Aku membelalakkan mata, mulutku pun terbuka lebar. Barusan dia bilang apa?
"Karena kau tubuhku yang berharga ini melewatkan sarapan," tambah Seung Ho yang membuatku semakin gagal paham. Apa mungkin yang orang-orang katakan itu benar? Bahwa lapar bisa mengubah orang?
"Camkkan! Kenapa. Harus. Aku?"
"Kenapa harus kamu? Pertama, sarapan merupakan sumber energi untuk beraktivitas seharian dan aku melewatkan itu karena aku membantumu. Kedua, aku ingin merasakan makan bersama orang biasa sepertimu," jelas Seung Ho bersungguh-sungguh.
"Masalah di mini market aku tidak pernah memintamu untuk membantuku, kan?"
"Memang."
"Berarti nggak ada alasan buatku untuk makan bersamamu. Kalau begitu orang biasa ini undur diri. Sampai jumpa," ucapku berniat untuk turun dari mobil.

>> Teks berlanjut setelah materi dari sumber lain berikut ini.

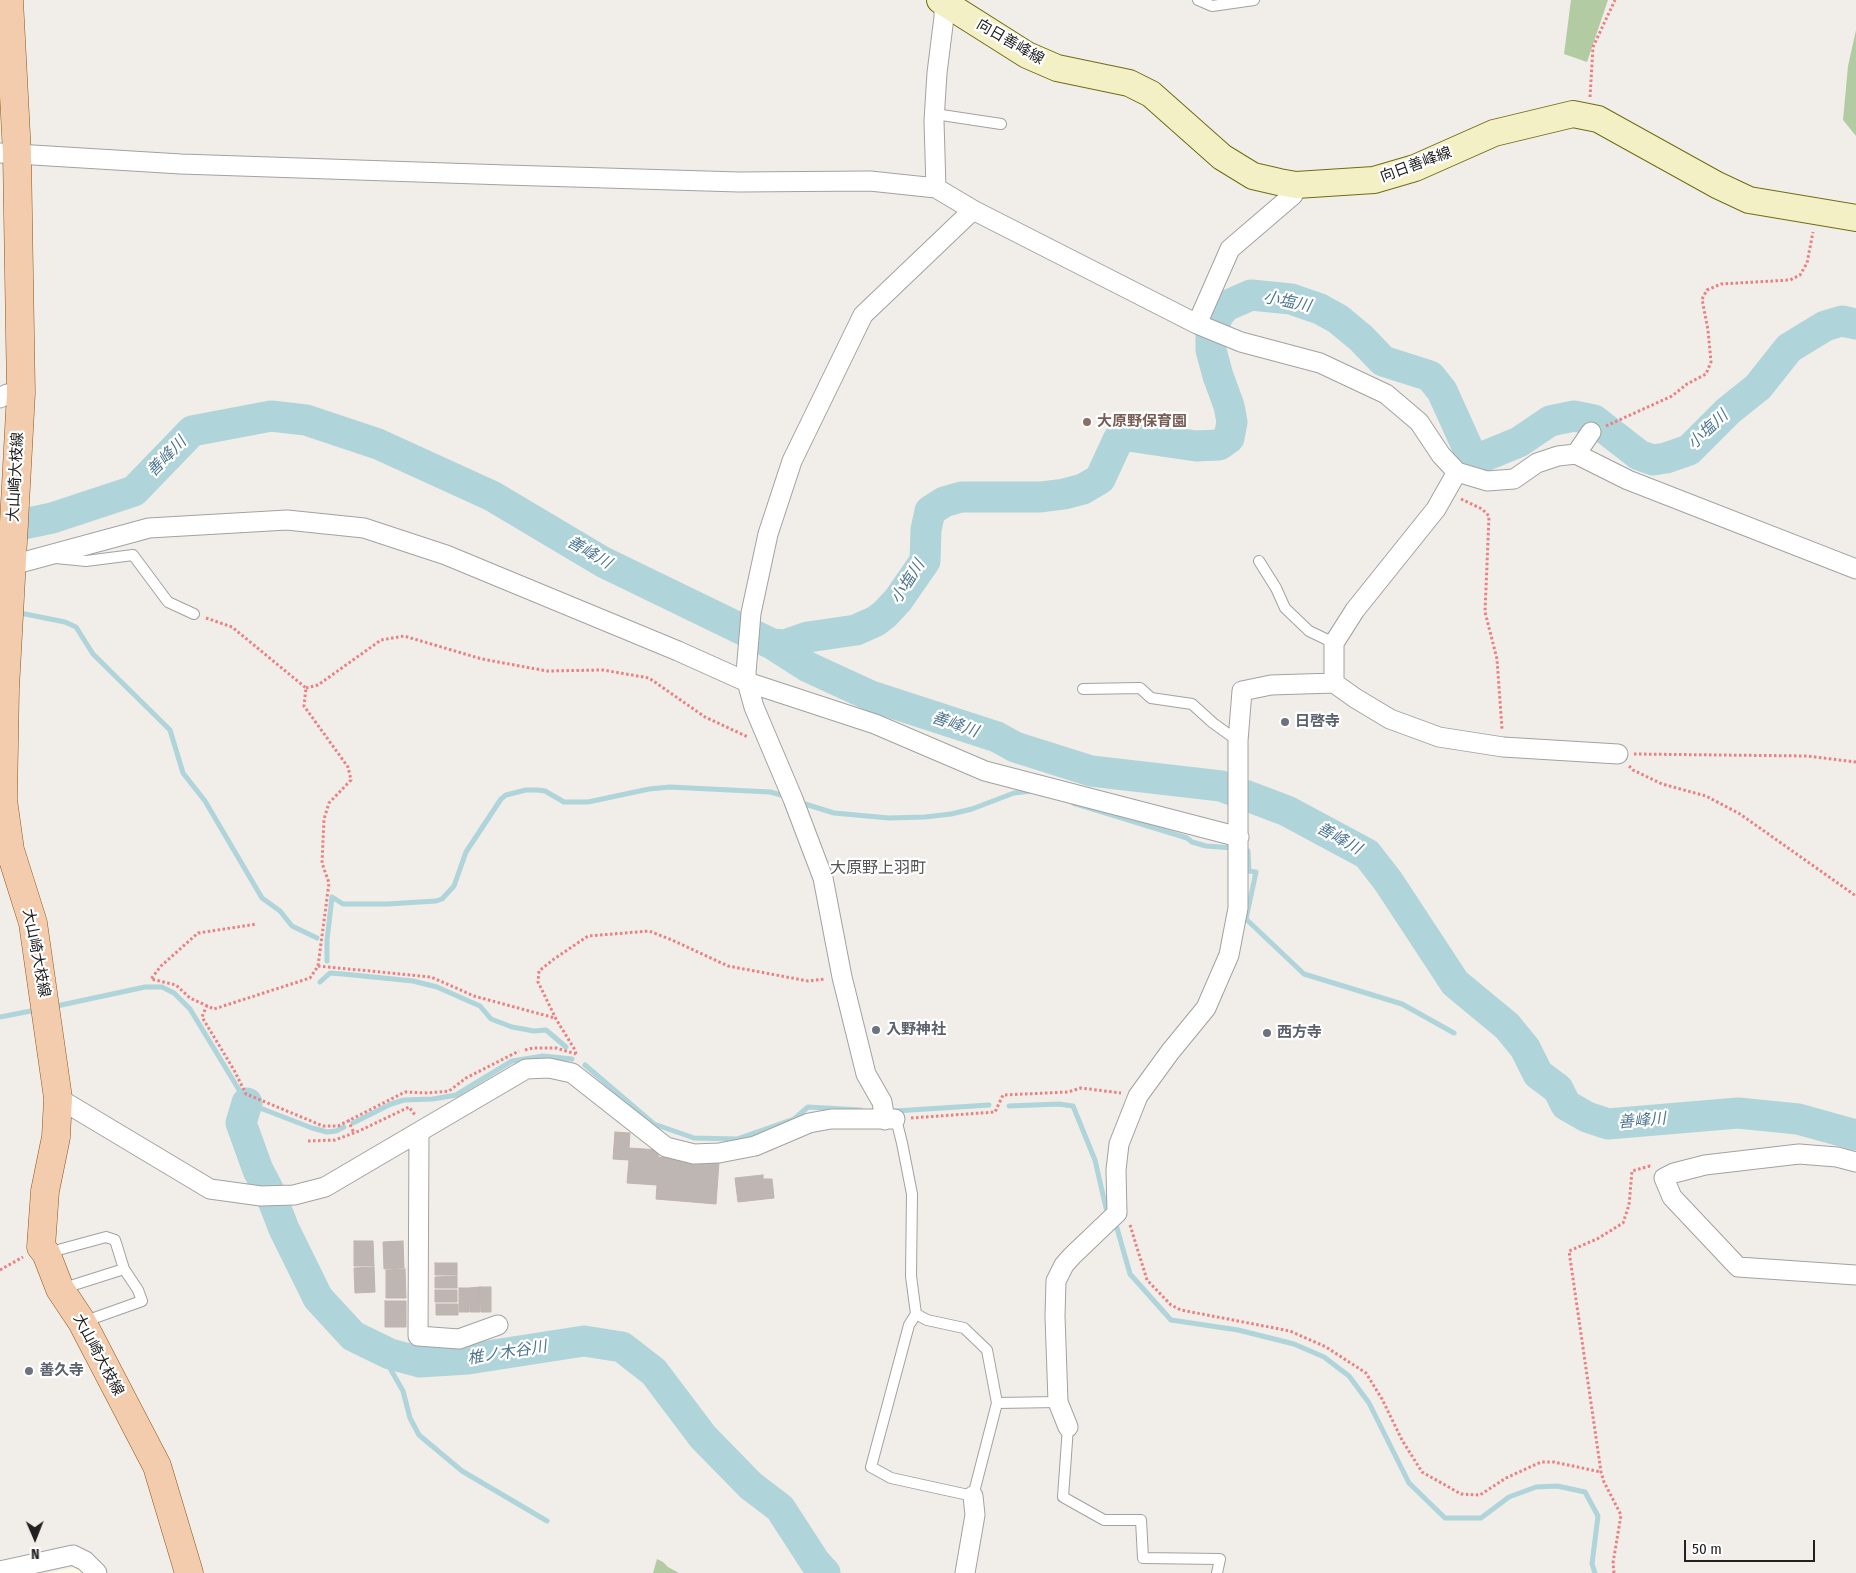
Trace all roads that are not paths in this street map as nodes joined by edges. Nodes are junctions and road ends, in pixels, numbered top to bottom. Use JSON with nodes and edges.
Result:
{"nodes":[{"id":1,"x":9,"y":0,"type":"edge"},
{"id":2,"x":1198,"y":0,"type":"edge"},
{"id":3,"x":1254,"y":0,"type":"edge"},
{"id":4,"x":942,"y":1,"type":"edge"},
{"id":5,"x":935,"y":114,"type":"junction"},
{"id":6,"x":1001,"y":124,"type":"dead end"},
{"id":7,"x":8,"y":153,"type":"edge"},
{"id":8,"x":1296,"y":185,"type":"junction"},
{"id":9,"x":936,"y":188,"type":"junction"},
{"id":10,"x":973,"y":210,"type":"junction"},
{"id":11,"x":1856,"y":218,"type":"edge"},
{"id":12,"x":1207,"y":328,"type":"junction"},
{"id":13,"x":10,"y":395,"type":"edge"},
{"id":14,"x":1591,"y":432,"type":"dead end"},
{"id":15,"x":1576,"y":454,"type":"junction"},
{"id":16,"x":1457,"y":472,"type":"junction"},
{"id":17,"x":10,"y":495,"type":"edge"},
{"id":18,"x":40,"y":556,"type":"junction"},
{"id":19,"x":1260,"y":561,"type":"dead end"},
{"id":20,"x":8,"y":563,"type":"edge"},
{"id":21,"x":1856,"y":569,"type":"edge"},
{"id":22,"x":194,"y":614,"type":"road end"},
{"id":23,"x":1334,"y":642,"type":"junction"},
{"id":24,"x":746,"y":677,"type":"junction"},
{"id":25,"x":1334,"y":683,"type":"junction"},
{"id":26,"x":2,"y":689,"type":"edge"},
{"id":27,"x":1083,"y":689,"type":"dead end"},
{"id":28,"x":1238,"y":741,"type":"junction"},
{"id":29,"x":1618,"y":754,"type":"road end"},
{"id":30,"x":1239,"y":831,"type":"junction"},
{"id":31,"x":58,"y":1098,"type":"junction"},
{"id":32,"x":890,"y":1119,"type":"junction"},
{"id":33,"x":419,"y":1132,"type":"junction"},
{"id":34,"x":1856,"y":1162,"type":"edge"},
{"id":35,"x":46,"y":1253,"type":"junction"},
{"id":36,"x":124,"y":1269,"type":"junction"},
{"id":37,"x":1856,"y":1275,"type":"edge"},
{"id":38,"x":60,"y":1290,"type":"junction"},
{"id":39,"x":916,"y":1314,"type":"junction"},
{"id":40,"x":82,"y":1322,"type":"junction"},
{"id":41,"x":498,"y":1325,"type":"dead end"},
{"id":42,"x":1058,"y":1402,"type":"junction"},
{"id":43,"x":997,"y":1403,"type":"junction"},
{"id":44,"x":1068,"y":1428,"type":"joint"},
{"id":45,"x":973,"y":1496,"type":"junction"},
{"id":46,"x":0,"y":1571,"type":"edge"},
{"id":47,"x":96,"y":1573,"type":"edge"},
{"id":48,"x":189,"y":1573,"type":"edge"},
{"id":49,"x":965,"y":1573,"type":"edge"},
{"id":50,"x":1217,"y":1573,"type":"edge"}],
"edges":[{"from":1,"to":7,"type":"main road","name":"大山崎大枝線"},
{"from":2,"to":3,"type":"lane"},
{"from":4,"to":5,"type":"street"},
{"from":4,"to":8,"type":"main road","name":"向日善峰線"},
{"from":5,"to":6,"type":"lane"},
{"from":5,"to":9,"type":"street"},
{"from":7,"to":9,"type":"street"},
{"from":7,"to":13,"type":"main road","name":"大山崎大枝線"},
{"from":8,"to":11,"type":"main road","name":"向日善峰線"},
{"from":8,"to":12,"type":"street"},
{"from":9,"to":10,"type":"street"},
{"from":10,"to":12,"type":"street"},
{"from":10,"to":24,"type":"street"},
{"from":12,"to":16,"type":"street"},
{"from":13,"to":17,"type":"main road","name":"大山崎大枝線"},
{"from":14,"to":15,"type":"street"},
{"from":15,"to":16,"type":"street"},
{"from":15,"to":21,"type":"street"},
{"from":16,"to":23,"type":"street"},
{"from":17,"to":20,"type":"main road","name":"大山崎大枝線"},
{"from":18,"to":20,"type":"street"},
{"from":18,"to":22,"type":"lane"},
{"from":18,"to":24,"type":"street"},
{"from":19,"to":23,"type":"lane"},
{"from":20,"to":26,"type":"main road","name":"大山崎大枝線"},
{"from":23,"to":25,"type":"street"},
{"from":24,"to":30,"type":"street"},
{"from":24,"to":32,"type":"street"},
{"from":25,"to":28,"type":"street"},
{"from":25,"to":29,"type":"street"},
{"from":26,"to":31,"type":"main road","name":"大山崎大枝線"},
{"from":27,"to":28,"type":"lane"},
{"from":28,"to":30,"type":"street"},
{"from":30,"to":42,"type":"street"},
{"from":31,"to":33,"type":"street"},
{"from":31,"to":35,"type":"main road","name":"大山崎大枝線"},
{"from":32,"to":33,"type":"street"},
{"from":32,"to":39,"type":"lane"},
{"from":33,"to":41,"type":"street"},
{"from":34,"to":37,"type":"street"},
{"from":35,"to":36,"type":"lane"},
{"from":35,"to":38,"type":"main road","name":"大山崎大枝線"},
{"from":36,"to":38,"type":"lane"},
{"from":36,"to":40,"type":"lane"},
{"from":38,"to":40,"type":"main road","name":"大山崎大枝線"},
{"from":39,"to":43,"type":"lane"},
{"from":39,"to":45,"type":"lane"},
{"from":40,"to":48,"type":"main road","name":"大山崎大枝線"},
{"from":42,"to":43,"type":"lane"},
{"from":42,"to":44,"type":"street"},
{"from":43,"to":45,"type":"lane"},
{"from":44,"to":50,"type":"lane"},
{"from":45,"to":49,"type":"street"},
{"from":46,"to":47,"type":"street"}]}
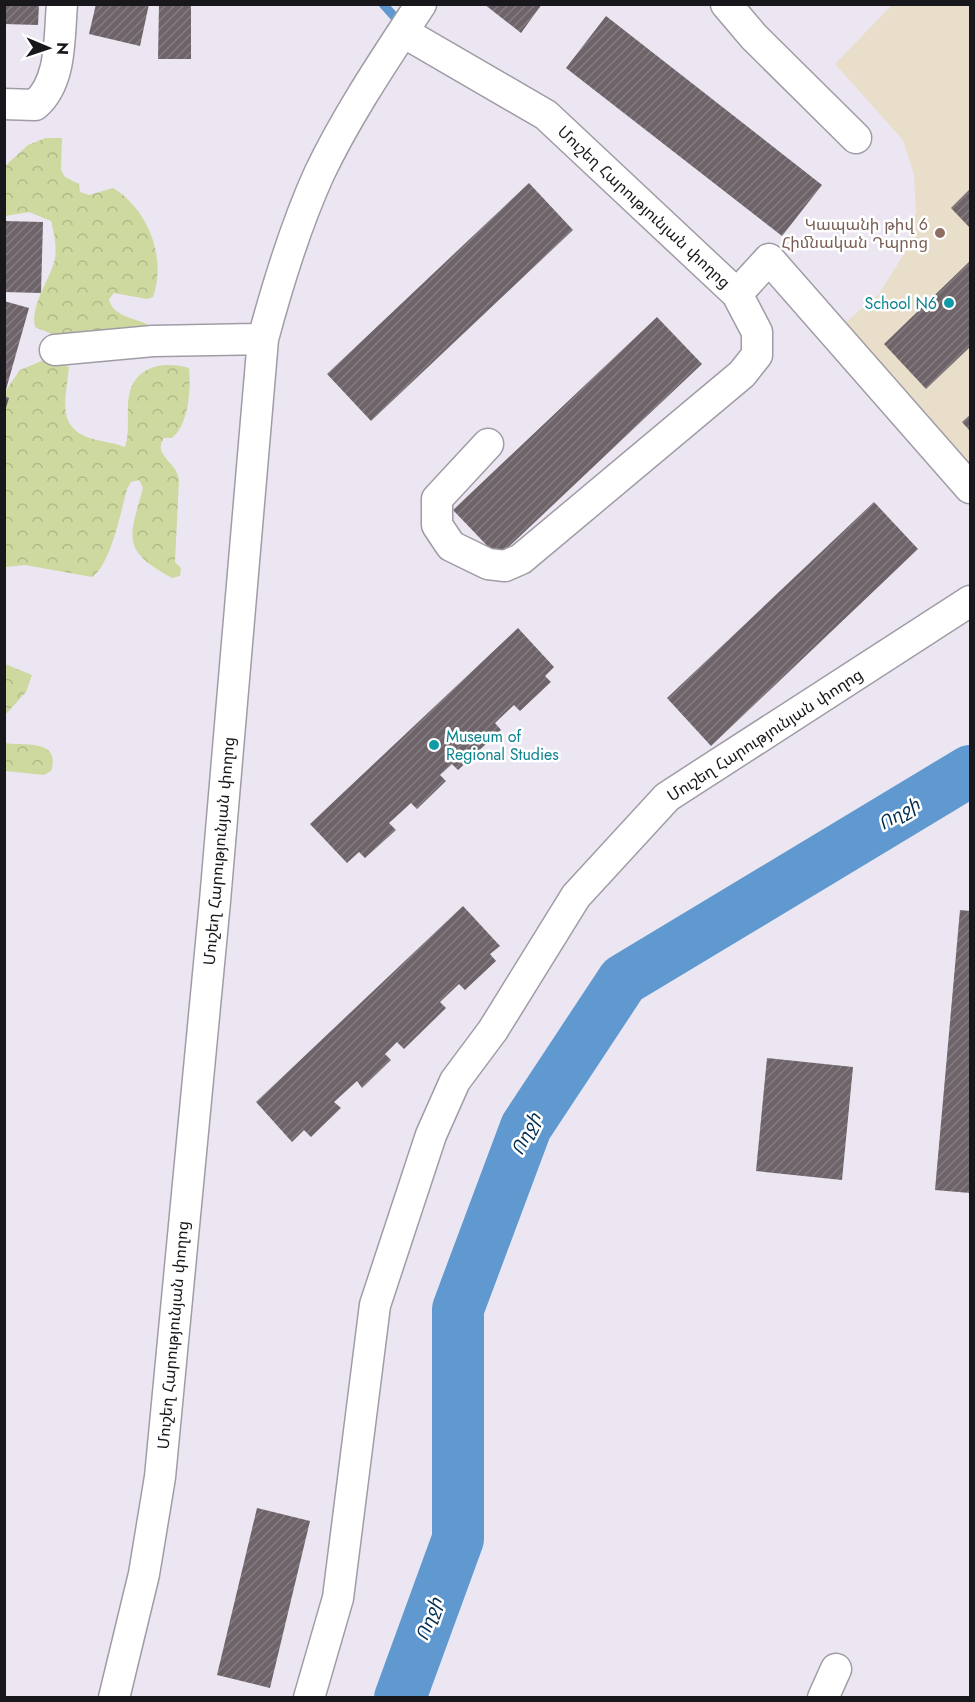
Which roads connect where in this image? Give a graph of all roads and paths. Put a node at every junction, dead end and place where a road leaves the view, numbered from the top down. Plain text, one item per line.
1 (62, 4) edge
2 (421, 4) edge
3 (726, 4) edge
4 (403, 32) junction
5 (4, 104) edge
6 (856, 138) dead end
7 (737, 294) junction
8 (263, 339) junction
9 (55, 350) dead end
10 (488, 444) dead end
11 (970, 488) edge
12 (970, 601) edge
13 (836, 1669) dead end
14 (114, 1698) edge
15 (309, 1698) edge
16 (823, 1698) edge

1 - 5 street
2 - 4 street, Մուշեղ Հարությունյան փողոց
3 - 6 street
4 - 7 street, Մուշեղ Հարությունյան փողոց
4 - 8 street, Մուշեղ Հարությունյան փողոց
7 - 10 street
7 - 11 street, Մուշեղ Հարությունյան փողոց
8 - 9 street
8 - 14 street, Մուշեղ Հարությունյան փողոց
12 - 15 street, Մուշեղ Հարությունյան փողոց
13 - 16 street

Namun belum sempat aku membuka pintu mobil, dia mencekal pundakku dan membuatku duduk kembali di tempat. "Aish! Aku sibuk. Cari orang lain saja," tolakku mentah-mentah.
"Woah! Aku tidak percaya ini. Seharusnya kau bersyukur karena bisa makan dengan seorang akto--" ucap Seung Ho tercekal, dia bertingkah seolah dia baru saja akan mengatakan hal yang tidak seharusnya dikatakan.
"Akto?" Aku mengernyitkan dahi.
"Lupakan itu."
"Heol. Apapun itu aku menolak."
"Kau boleh makan apa saja."
"Tidak tertarik."
"Aku yang traktir."
"Tidak, terima kasih."
"Temani aku makan dan kuanggap hutangmu lunas."
"Call," ucapku langsung menyetujui penawarannya. Hutangku lunas? Setuju. Hanya makan bersamanya? Gampang bukan hal yang sulit.
"Okey, sepakat."
Aku tersenyum kemenangan. Aku menghemat uang yang seharusnya kubayar untuk mengganti rugi padanya dan terlebih lagi aku dapat makan gratis. Mana mungkin aku menolaknya, kan?
"Kau ingin makan apa?"
"Bagaimana kalau jajangmyeon? Ada restoran di sekitar Itaewon yang menjual jajangmyeon."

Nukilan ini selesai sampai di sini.